═══ Data provided

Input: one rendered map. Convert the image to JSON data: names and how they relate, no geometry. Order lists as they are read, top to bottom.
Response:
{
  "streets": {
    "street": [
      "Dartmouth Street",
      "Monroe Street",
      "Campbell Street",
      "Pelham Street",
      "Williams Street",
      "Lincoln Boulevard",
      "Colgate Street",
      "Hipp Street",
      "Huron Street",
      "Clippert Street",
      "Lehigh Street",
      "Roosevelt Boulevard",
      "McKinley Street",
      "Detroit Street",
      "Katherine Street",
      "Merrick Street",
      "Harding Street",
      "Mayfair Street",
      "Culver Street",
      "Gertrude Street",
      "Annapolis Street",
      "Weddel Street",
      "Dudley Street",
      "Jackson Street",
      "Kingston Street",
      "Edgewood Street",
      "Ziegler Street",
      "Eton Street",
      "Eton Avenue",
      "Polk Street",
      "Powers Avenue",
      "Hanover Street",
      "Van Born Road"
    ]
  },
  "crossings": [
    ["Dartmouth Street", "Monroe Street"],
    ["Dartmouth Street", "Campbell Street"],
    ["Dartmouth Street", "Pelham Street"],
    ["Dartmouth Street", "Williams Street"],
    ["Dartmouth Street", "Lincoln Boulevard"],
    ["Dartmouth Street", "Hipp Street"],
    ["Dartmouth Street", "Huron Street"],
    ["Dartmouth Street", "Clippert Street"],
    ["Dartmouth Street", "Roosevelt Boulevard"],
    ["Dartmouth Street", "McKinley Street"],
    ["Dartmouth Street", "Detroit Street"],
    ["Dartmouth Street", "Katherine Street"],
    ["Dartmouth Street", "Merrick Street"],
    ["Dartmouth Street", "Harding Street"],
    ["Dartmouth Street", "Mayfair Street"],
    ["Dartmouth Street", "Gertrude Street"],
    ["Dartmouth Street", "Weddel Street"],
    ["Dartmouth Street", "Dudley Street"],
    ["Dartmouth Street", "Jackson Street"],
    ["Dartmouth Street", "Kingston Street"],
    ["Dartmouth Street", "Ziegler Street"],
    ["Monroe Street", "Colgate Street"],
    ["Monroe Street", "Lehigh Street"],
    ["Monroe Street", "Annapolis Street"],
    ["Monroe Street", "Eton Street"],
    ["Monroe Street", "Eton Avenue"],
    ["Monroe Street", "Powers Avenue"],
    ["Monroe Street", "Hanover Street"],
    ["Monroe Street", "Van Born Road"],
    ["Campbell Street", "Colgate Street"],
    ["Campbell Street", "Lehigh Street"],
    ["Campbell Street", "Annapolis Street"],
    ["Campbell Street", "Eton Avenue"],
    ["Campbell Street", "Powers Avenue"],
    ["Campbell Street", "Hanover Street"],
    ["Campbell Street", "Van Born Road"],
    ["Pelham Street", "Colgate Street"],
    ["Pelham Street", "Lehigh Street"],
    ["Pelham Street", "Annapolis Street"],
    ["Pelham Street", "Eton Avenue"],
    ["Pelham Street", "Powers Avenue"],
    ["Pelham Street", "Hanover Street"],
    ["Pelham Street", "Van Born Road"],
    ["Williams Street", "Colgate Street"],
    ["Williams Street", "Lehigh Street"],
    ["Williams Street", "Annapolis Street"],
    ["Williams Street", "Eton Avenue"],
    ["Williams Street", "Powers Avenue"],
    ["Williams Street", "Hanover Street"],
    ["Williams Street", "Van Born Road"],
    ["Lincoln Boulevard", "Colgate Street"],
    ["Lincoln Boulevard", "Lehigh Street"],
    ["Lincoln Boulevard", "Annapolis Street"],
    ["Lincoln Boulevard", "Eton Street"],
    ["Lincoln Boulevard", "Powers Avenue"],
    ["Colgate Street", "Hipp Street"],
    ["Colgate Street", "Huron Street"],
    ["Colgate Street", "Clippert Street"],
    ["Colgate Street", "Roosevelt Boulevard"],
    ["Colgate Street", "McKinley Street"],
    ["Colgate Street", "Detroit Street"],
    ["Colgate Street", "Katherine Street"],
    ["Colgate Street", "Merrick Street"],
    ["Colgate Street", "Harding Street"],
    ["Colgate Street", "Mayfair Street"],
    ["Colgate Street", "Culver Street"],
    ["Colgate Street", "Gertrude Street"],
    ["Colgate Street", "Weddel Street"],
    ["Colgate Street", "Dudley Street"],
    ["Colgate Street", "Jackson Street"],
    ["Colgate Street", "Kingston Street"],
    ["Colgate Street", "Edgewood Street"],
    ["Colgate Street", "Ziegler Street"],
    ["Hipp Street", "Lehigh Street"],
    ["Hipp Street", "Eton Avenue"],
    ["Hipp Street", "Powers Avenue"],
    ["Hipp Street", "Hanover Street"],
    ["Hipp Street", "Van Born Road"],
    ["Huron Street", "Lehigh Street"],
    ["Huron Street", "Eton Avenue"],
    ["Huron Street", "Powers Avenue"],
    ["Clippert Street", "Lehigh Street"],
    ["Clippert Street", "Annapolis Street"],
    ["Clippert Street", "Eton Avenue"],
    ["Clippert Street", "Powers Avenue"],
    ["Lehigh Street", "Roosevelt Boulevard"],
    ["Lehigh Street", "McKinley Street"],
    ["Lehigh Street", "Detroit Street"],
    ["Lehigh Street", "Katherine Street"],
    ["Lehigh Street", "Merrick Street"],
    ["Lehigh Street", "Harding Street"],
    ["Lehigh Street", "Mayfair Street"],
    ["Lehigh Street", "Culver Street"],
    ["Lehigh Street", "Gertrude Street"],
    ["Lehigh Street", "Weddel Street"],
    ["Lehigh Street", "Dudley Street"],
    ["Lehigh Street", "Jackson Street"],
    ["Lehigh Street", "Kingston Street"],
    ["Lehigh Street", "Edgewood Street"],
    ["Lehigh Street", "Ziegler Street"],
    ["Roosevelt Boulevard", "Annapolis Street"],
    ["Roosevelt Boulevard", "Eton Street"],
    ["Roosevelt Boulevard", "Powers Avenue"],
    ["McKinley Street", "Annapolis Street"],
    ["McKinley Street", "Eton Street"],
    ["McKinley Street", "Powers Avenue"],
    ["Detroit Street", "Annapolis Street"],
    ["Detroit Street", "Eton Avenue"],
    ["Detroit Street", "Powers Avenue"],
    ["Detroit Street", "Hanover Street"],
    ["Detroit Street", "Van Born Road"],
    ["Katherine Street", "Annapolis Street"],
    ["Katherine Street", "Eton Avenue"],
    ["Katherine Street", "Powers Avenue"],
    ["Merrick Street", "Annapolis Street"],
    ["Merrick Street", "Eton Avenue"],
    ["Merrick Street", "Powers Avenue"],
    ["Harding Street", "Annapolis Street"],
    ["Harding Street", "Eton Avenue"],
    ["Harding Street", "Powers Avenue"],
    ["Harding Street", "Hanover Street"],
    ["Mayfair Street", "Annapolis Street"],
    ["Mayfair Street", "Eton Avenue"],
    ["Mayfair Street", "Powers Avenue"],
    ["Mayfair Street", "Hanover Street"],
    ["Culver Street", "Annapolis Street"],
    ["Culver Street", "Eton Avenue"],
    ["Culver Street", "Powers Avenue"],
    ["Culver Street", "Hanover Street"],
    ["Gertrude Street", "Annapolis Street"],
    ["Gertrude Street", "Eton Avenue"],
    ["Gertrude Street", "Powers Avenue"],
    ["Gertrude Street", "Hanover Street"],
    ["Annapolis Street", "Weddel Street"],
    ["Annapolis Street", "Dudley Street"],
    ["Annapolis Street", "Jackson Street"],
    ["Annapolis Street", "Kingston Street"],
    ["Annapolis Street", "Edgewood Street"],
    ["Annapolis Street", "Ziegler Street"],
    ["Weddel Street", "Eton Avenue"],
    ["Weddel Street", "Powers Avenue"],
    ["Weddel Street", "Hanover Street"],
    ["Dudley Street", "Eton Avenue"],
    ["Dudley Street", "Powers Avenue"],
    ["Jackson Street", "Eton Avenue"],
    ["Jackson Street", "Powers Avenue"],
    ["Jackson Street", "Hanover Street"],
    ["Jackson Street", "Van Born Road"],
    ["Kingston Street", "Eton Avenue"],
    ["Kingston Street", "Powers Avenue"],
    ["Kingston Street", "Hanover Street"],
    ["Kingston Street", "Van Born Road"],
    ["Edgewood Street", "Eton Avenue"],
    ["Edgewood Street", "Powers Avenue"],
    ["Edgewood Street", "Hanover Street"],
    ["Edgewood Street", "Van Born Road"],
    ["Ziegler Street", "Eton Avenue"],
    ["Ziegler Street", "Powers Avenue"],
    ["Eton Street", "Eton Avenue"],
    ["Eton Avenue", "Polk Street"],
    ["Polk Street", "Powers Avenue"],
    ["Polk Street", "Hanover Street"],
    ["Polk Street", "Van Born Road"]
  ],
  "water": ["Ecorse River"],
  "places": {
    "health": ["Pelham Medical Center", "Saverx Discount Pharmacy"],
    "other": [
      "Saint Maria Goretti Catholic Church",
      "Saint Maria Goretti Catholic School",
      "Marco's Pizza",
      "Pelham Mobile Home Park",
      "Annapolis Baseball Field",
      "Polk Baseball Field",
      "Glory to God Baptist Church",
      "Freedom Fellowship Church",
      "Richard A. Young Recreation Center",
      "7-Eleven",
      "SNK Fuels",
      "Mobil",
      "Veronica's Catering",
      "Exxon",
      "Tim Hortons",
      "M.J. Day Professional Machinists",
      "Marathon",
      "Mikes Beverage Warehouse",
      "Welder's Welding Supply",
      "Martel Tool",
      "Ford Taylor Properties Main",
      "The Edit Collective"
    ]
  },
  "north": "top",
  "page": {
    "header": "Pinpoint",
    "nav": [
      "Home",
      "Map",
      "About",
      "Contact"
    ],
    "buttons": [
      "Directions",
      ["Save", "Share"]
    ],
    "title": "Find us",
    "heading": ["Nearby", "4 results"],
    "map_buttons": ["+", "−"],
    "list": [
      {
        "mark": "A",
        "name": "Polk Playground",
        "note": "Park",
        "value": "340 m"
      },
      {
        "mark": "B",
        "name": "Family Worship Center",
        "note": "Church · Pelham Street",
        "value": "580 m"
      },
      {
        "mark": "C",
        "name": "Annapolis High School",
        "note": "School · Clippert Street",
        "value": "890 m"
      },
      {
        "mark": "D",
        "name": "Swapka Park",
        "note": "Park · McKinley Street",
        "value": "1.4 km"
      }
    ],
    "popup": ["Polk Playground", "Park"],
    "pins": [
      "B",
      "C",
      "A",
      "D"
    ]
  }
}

══════

Which lines of the records contain the word "Lincoln"? Copy each of them.

      "Lincoln Boulevard",
    ["Dartmouth Street", "Lincoln Boulevard"],
    ["Lincoln Boulevard", "Colgate Street"],
    ["Lincoln Boulevard", "Lehigh Street"],
    ["Lincoln Boulevard", "Annapolis Street"],
    ["Lincoln Boulevard", "Eton Street"],
    ["Lincoln Boulevard", "Powers Avenue"],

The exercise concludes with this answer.